He leaned back against the wall and closed his eyes. Exhaustion pounded through him once again. It had nothing to do with ordinary weariness of the body; he'd slept in Slytherin last night, from just after nine at night until well after six, and "shown" everyone who would take the hint that he wasn't afraid of the shifting currents in his own House.
But worry and anxiety were taking their toll. The battle was in four days, five if one counted the Sunday now half past. Voldemort had still not made a move on the castle, but Midsummer's steady nearing, and the announcement about his granting the other students safe passage if Harry came down to him—repeated every morning, now—meant he didn't have to. Fear feasted in the castle, more ravenously than a pack of Peter's rats. Sidelong glances came at Harry from the most unexpected people, including Blaise and some of the others he'd trained with in the dueling club.

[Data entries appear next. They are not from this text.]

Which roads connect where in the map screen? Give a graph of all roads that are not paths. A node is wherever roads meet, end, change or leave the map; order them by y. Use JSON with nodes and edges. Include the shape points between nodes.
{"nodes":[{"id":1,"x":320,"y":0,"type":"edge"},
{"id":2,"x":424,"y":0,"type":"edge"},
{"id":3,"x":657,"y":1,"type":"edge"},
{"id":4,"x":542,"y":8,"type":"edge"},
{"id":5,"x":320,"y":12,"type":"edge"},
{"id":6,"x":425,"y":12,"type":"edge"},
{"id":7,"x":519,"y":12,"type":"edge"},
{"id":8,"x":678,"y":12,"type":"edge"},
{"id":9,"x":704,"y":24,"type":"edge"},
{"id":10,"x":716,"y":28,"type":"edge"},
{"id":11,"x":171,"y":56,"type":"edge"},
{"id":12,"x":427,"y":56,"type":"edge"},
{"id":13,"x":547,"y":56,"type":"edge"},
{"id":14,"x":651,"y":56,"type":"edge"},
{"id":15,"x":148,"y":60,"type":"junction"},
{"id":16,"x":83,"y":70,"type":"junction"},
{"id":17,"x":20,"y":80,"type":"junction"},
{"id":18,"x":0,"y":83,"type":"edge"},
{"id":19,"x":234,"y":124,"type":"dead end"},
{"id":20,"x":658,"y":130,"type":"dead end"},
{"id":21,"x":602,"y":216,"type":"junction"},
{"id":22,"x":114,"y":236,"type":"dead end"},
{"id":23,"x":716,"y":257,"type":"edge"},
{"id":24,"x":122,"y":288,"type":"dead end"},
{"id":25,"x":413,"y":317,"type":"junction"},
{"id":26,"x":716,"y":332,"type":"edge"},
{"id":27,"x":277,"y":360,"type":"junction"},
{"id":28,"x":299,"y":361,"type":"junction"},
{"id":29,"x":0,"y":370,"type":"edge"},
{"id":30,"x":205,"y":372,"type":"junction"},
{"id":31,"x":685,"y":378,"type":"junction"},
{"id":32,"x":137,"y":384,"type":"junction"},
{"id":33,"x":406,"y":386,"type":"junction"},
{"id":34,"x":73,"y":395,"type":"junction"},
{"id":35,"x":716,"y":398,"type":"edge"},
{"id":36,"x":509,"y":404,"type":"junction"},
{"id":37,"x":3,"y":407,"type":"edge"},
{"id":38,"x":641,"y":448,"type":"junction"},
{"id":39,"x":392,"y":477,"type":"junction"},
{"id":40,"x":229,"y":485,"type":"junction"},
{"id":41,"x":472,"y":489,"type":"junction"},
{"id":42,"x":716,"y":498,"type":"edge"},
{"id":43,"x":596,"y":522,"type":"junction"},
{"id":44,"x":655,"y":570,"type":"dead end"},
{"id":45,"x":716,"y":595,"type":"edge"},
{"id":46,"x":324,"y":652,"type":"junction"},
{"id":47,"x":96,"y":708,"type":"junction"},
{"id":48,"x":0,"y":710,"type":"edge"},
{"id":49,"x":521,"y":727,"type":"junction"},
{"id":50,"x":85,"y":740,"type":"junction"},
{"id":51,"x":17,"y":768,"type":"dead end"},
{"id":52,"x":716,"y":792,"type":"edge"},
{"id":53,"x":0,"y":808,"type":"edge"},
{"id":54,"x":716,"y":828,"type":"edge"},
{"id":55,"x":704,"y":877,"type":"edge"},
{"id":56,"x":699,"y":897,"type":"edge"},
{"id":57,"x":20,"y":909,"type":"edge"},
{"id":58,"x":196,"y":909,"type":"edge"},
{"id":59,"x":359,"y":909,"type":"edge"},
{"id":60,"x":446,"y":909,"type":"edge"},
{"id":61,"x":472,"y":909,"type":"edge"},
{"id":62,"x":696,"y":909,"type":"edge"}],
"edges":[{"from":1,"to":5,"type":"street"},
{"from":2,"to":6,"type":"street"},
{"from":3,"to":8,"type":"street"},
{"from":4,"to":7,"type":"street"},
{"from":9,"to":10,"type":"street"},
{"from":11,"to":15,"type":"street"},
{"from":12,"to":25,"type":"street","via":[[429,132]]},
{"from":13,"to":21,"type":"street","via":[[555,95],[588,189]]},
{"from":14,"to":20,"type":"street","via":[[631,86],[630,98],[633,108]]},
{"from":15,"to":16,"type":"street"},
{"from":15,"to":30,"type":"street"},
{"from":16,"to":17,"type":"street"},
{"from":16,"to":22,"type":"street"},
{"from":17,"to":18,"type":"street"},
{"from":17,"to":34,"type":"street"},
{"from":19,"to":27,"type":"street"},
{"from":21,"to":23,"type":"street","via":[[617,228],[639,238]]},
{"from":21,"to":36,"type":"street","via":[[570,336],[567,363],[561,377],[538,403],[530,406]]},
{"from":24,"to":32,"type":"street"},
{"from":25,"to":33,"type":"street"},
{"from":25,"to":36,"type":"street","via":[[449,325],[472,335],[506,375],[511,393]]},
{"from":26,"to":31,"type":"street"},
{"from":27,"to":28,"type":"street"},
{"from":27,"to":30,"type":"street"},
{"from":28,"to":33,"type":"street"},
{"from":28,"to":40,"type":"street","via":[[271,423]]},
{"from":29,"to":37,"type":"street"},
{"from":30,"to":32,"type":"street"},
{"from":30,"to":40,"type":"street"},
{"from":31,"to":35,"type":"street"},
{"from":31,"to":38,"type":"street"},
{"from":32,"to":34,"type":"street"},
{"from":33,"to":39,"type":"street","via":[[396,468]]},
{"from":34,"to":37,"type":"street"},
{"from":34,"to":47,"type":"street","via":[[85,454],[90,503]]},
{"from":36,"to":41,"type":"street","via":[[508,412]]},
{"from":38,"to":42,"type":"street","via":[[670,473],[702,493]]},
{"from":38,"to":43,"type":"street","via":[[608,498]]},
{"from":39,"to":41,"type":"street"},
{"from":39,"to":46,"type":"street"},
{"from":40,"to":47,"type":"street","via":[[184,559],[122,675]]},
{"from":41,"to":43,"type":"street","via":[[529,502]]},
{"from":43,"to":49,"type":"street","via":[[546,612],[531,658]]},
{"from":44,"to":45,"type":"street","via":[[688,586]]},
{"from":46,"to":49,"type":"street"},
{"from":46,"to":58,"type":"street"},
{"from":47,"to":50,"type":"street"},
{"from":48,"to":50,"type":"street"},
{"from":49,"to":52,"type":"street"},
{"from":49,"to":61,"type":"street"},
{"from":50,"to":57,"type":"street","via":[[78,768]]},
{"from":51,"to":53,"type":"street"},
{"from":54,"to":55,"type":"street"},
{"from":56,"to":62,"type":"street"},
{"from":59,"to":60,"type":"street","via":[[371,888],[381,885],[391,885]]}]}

He could see the promise whispering in their brains. Just give him up. Just give him up and we are safe.
And the words had taken hold in his own brain, as Connor had somehow managed to see on Thursday. Harry had to wonder if there wasn't something he could do to insure that Voldemort kept his promise.
I could trick him into swearing an Unbreakable Vow. That was the sanest of the many plans, mad as a fever dream, that had assaulted him so far. And Harry knew they were mad, even as he entertained them. He was the only one who could face Voldemort. He knew it. He had to stay within the castle, no matter how much others might want him out.
But their fear, and the idea that if he was such a hero and the Boy-Who-Lived he should do something about this, and the urge to do anything rather than increase the numbers pounding in his head, all dragged at him like puppies with a rag between their teeth. Shouldn't he do something? Was his reluctance only because he knew that people who loved him would be upset to see him die, and because he had, perhaps, corrupted himself more than he knew by killing those dozen children near the lakeside? What if Snape was wrong, and he was right? He had changed himself, crossed a chasm he could never cross back over, by killing those children. He had stepped onto a path that would lead him to become Dumbledore, in the end.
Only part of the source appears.